New leader takes helm at UF’s Neuroscience department

Lucia Notterpek

Lucia Notterpek, Ph.D., has been appointed Chair of the Department of Neuroscience at the University of Florida College of Medicine, joining the growing ranks of women who lead basic science departments at major university medical centers.

A UF neuroscientist since 1999, Notterpek has established a track record of scientific discoveries that may impact future therapies for brain diseases, especially those involving the peripheral nervous system – the vast communications network that transmits information from the brain and spinal cord to every other part of the body.

“Dr. Notterpek brings experience and passion to lead the department of neuroscience ahead in its mission to hasten the discovery of treatments and cures for chronic and acute disorders of the nervous system,” said Dr. Michael L. Good, interim dean of the UF College of Medicine. “She plans to continue to build the department’s relationships with UF’s McKnight Brain Institute and the clinical departments at the College of Medicine, and to create synergies for research endeavors, faculty recruitment, grant applications and breakthrough discoveries.”

Among Notterpek’s first order of business will be to bring three assistant professors aboard to complement faculty members with established expertise in aging brain plasticity, gene therapy, neurodegenerative diseases, and acute conditions of the nervous system, such as stroke and traumatic injury. Currently the department has 17 faculty members at the Gainesville campus and four at the Whitney Laboratory for Marine Biomedicine near St. Augustine.

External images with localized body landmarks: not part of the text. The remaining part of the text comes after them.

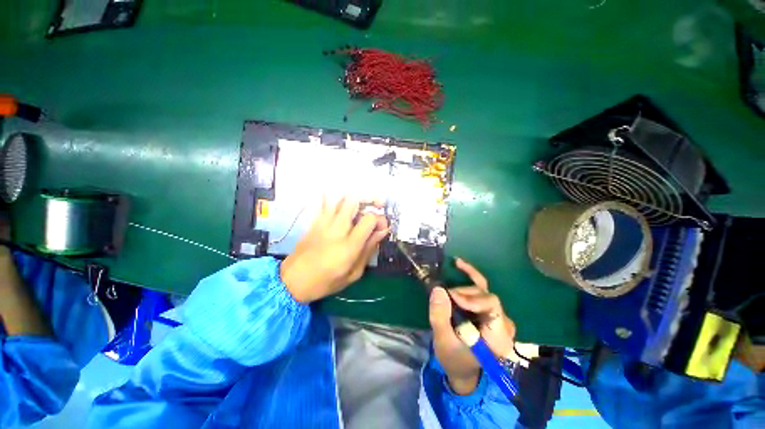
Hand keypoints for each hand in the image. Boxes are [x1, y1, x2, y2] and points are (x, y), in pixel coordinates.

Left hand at [280, 197, 388, 303]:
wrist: (292, 281)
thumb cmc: (325, 282)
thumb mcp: (354, 273)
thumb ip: (368, 250)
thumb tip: (382, 232)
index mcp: (349, 246)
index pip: (369, 219)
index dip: (380, 219)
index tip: (382, 228)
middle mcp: (337, 229)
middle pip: (354, 200)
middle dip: (369, 198)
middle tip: (375, 206)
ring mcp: (324, 223)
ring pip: (339, 197)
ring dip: (354, 198)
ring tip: (361, 205)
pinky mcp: (314, 221)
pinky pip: (325, 202)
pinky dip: (336, 199)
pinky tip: (342, 205)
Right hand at [429, 258, 515, 394]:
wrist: (462, 369)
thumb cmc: (454, 359)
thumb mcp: (443, 341)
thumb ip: (440, 316)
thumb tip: (438, 289)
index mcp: (498, 337)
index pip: (492, 305)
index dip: (471, 297)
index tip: (451, 297)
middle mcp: (503, 323)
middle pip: (485, 296)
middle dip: (462, 293)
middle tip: (444, 297)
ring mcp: (497, 315)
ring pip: (482, 289)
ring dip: (462, 287)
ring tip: (446, 292)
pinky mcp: (488, 309)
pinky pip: (481, 288)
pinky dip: (469, 275)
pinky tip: (458, 264)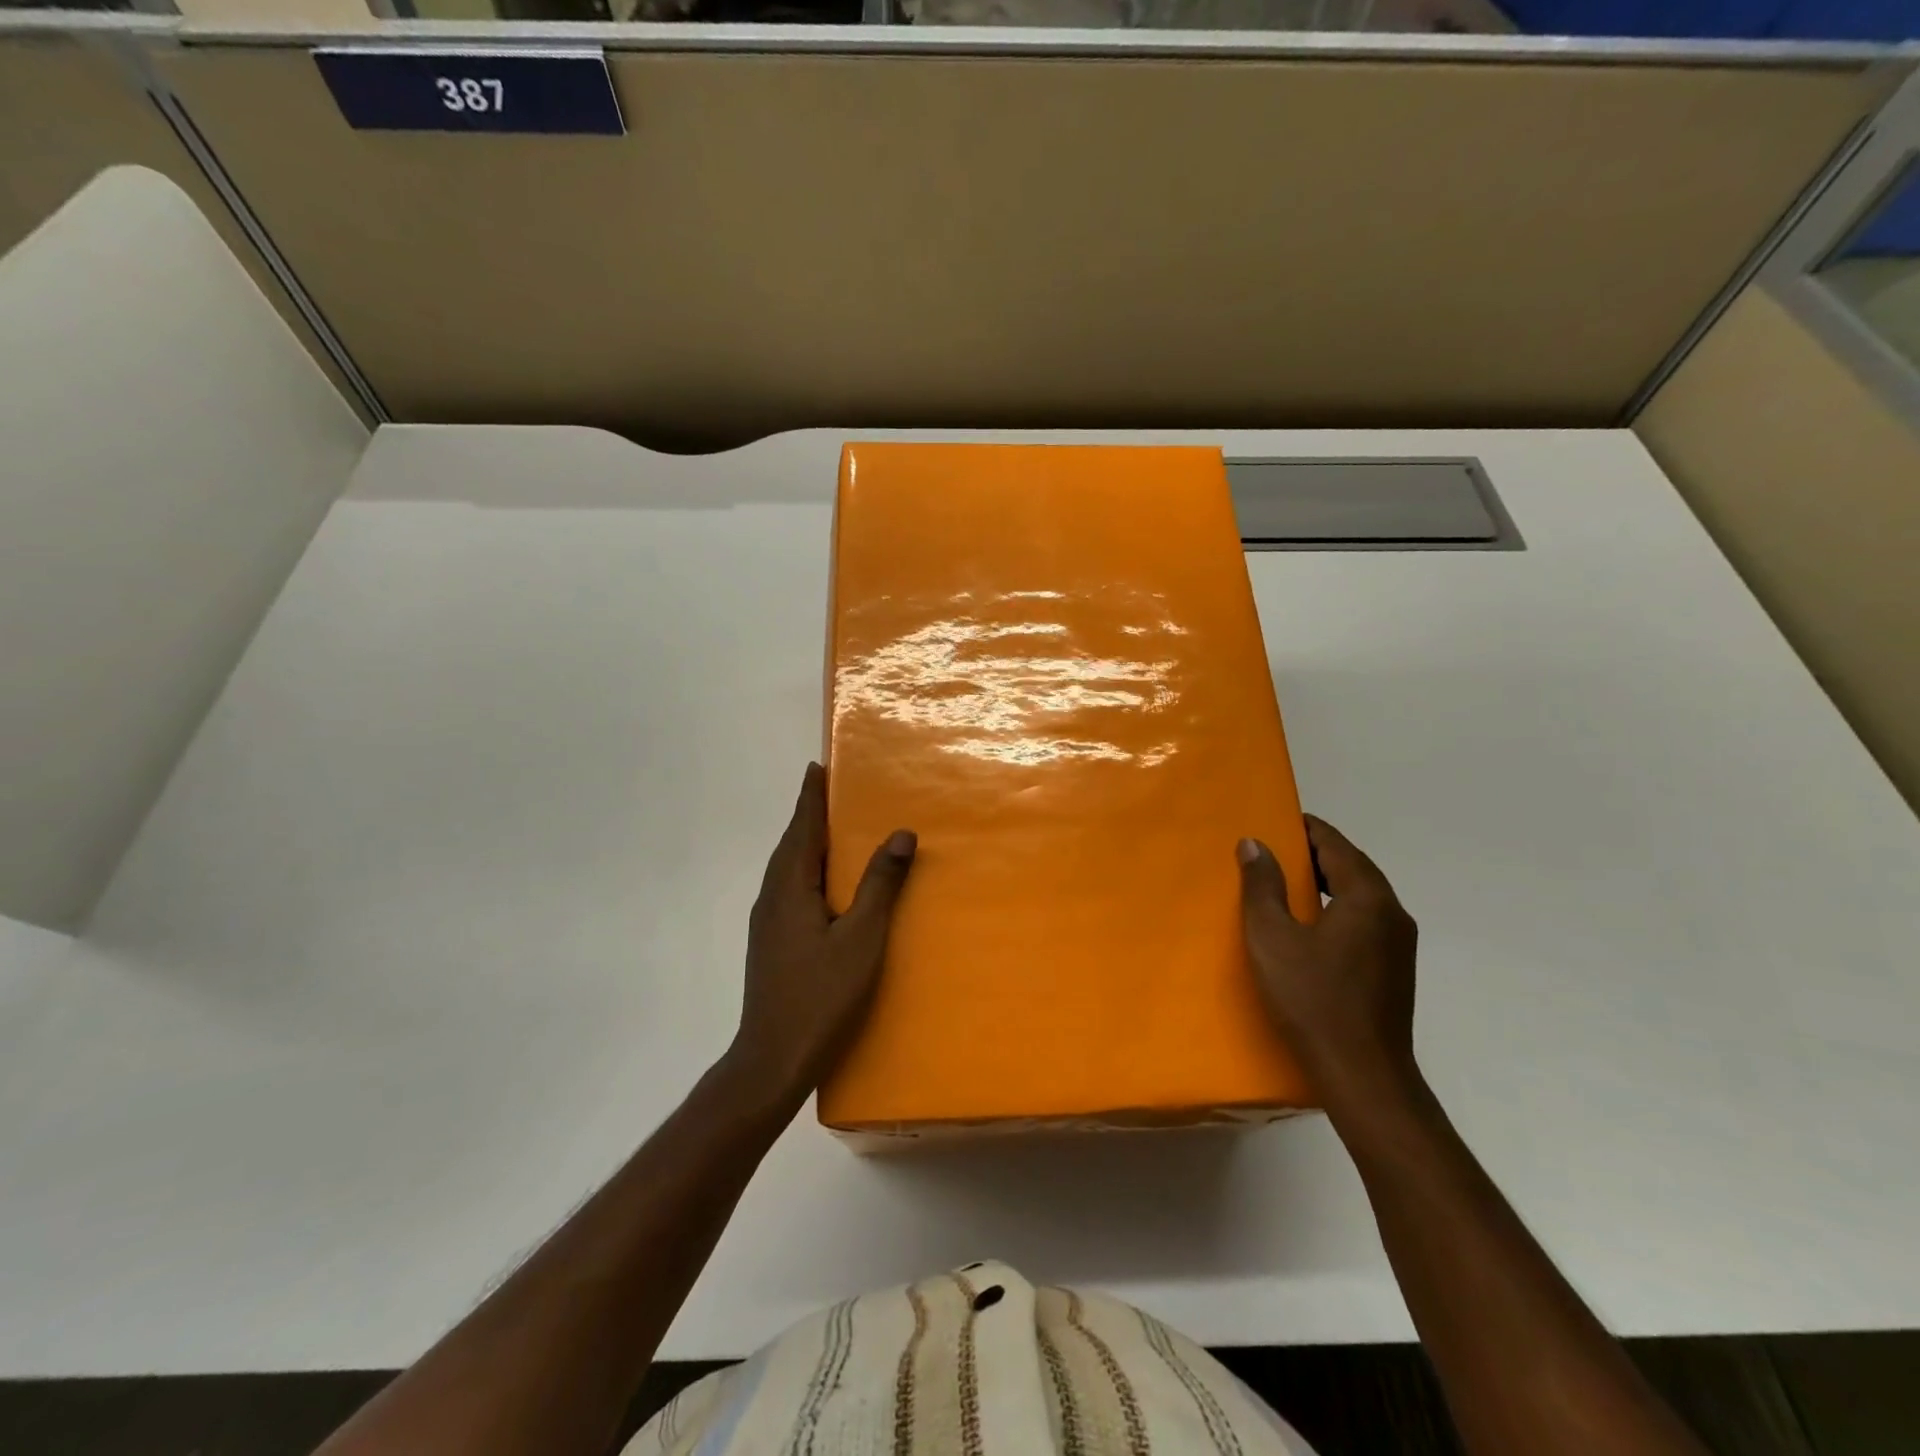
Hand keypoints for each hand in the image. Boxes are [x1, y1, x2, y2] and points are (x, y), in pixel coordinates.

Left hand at [724, 763, 915, 1111]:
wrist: (771, 1060)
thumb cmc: (820, 995)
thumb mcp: (861, 938)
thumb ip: (881, 884)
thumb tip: (901, 834)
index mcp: (790, 887)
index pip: (803, 828)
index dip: (811, 797)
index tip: (817, 766)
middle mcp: (771, 897)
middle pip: (792, 844)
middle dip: (809, 815)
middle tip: (831, 791)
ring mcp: (767, 922)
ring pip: (788, 868)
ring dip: (808, 843)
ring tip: (832, 830)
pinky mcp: (770, 943)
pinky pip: (789, 889)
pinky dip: (807, 871)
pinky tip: (824, 886)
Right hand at [1238, 817, 1420, 1119]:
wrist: (1363, 1074)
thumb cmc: (1312, 999)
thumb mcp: (1271, 937)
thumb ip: (1262, 885)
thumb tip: (1255, 843)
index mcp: (1367, 897)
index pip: (1336, 844)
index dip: (1305, 829)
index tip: (1274, 821)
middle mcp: (1392, 912)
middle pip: (1353, 866)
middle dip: (1315, 853)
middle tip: (1274, 850)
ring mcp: (1399, 943)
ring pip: (1361, 894)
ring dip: (1328, 881)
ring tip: (1287, 883)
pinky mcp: (1395, 968)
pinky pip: (1365, 919)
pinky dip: (1338, 907)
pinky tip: (1311, 925)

“Because of the seniority and experience within the department, it is an ideal environment for junior faculty in terms of mentoring and exposure to established research programs,” Notterpek said.  “We have an opportunity to grow the department while helping young scientists establish their careers.”

Notterpek appreciates the value of working alongside established scientists. She learned about research and administrative techniques as a postdoctoral associate in the lab of National Academy of Sciences member Eric Shooter, Ph.D., who was the founding chairman of the department of neurobiology at the Stanford School of Medicine.

At the time, Shooter was doing seminal work in the structure and mechanisms of neurotrophins, the proteins that keep nerve cells alive.

“I noticed when she first came into lab, she displayed all the qualities of a future leader,” said Shooter, who is also a fellow of the Royal Society of London. “She will have great success in administration, because people will recognize that she has the will to get things done, and the personality to get them done wisely. She is also an excellent and original scientist, and she has proven that time and again.”

It was in Shooter’s Stanford lab where Notterpek refined her interest in group of diseases known as demyelinating peripheral neuropathies, so called because they are diseases that involve the destruction of the myelin sheath, which is a kind of insulation that protects nerve tissue.

Shooter had already discovered in mice a certain gene that when mutated produced a protein that destroyed the protective covering.

Notterpek was the first scientist to show that the disease-linked forms of the protein accumulated and clumped together within the cells that form the insulating sheath, causing these cells to pull back from the nerve.

The finding shed light on the fundamental nature of a disease and paved the way for Notterpek and a host of other scientists who are now investigating how to manage these pathological proteins and develop clinical therapies.

“Good science takes curiosity and a lot of persistence, and she has those qualities,” Shooter said. “A department chair has to make practical judgments and persuade people that it is in their best interest to carry them out. Dr. Notterpek is also able to do that.”

As the fourth chair of the neuroscience department since its beginning at UF in 1977, Notterpek will be a role model for women in neuroscience, according to Dennis Steindler, Ph.D., executive director of UF’s Evelyn F. and William L. McKnight Brain Institute.

“Dr. Notterpek is one of the best developmental neurobiologists in the world,” Steindler said. “In addition to the fact that she is a spectacular scientist, she is among a minority of women chairing basic science departments at a major research university. This serves as more acknowledgment that women in neuroscience are as good as men, and I expect that as we see progress, there will be even more opportunities for gifted researchers and leaders like Dr. Notterpek.”

In 2005, the American Society for Neurochemistry selected Notterpek as the recipient of the Jordi-Folch Pi Award for Outstanding Contribution to Neuroscience Research. She serves on national and international study sections and advisory boards of governmental and private agencies. At UF, she has received awards for excellence in mentoring and teaching, and research presentations. Her studies have been continuously supported by extramural funding from the NIH and the National Muscular Dystrophy Association, and have been published in high-impact journals.

She received her bachelor’s degree in anatomy-physiology from the University of California at Berkeley and her doctoral degree in neuroscience at the University of California at Los Angeles. She completed postdoctoral training at Stanford before coming to UF in 1999.

As for additional goals, Notterpek would like to add scientists with medical degrees to the neuroscience faculty, as well as strengthen the department’s ties with clinical programs. Historically, the neuroscience department has been closely connected with programs at the Malcom Randall Veterans Affairs medical center, and Notterpek believes that relationship must continue to be nurtured, especially in areas involving acute neurological injuries and stroke.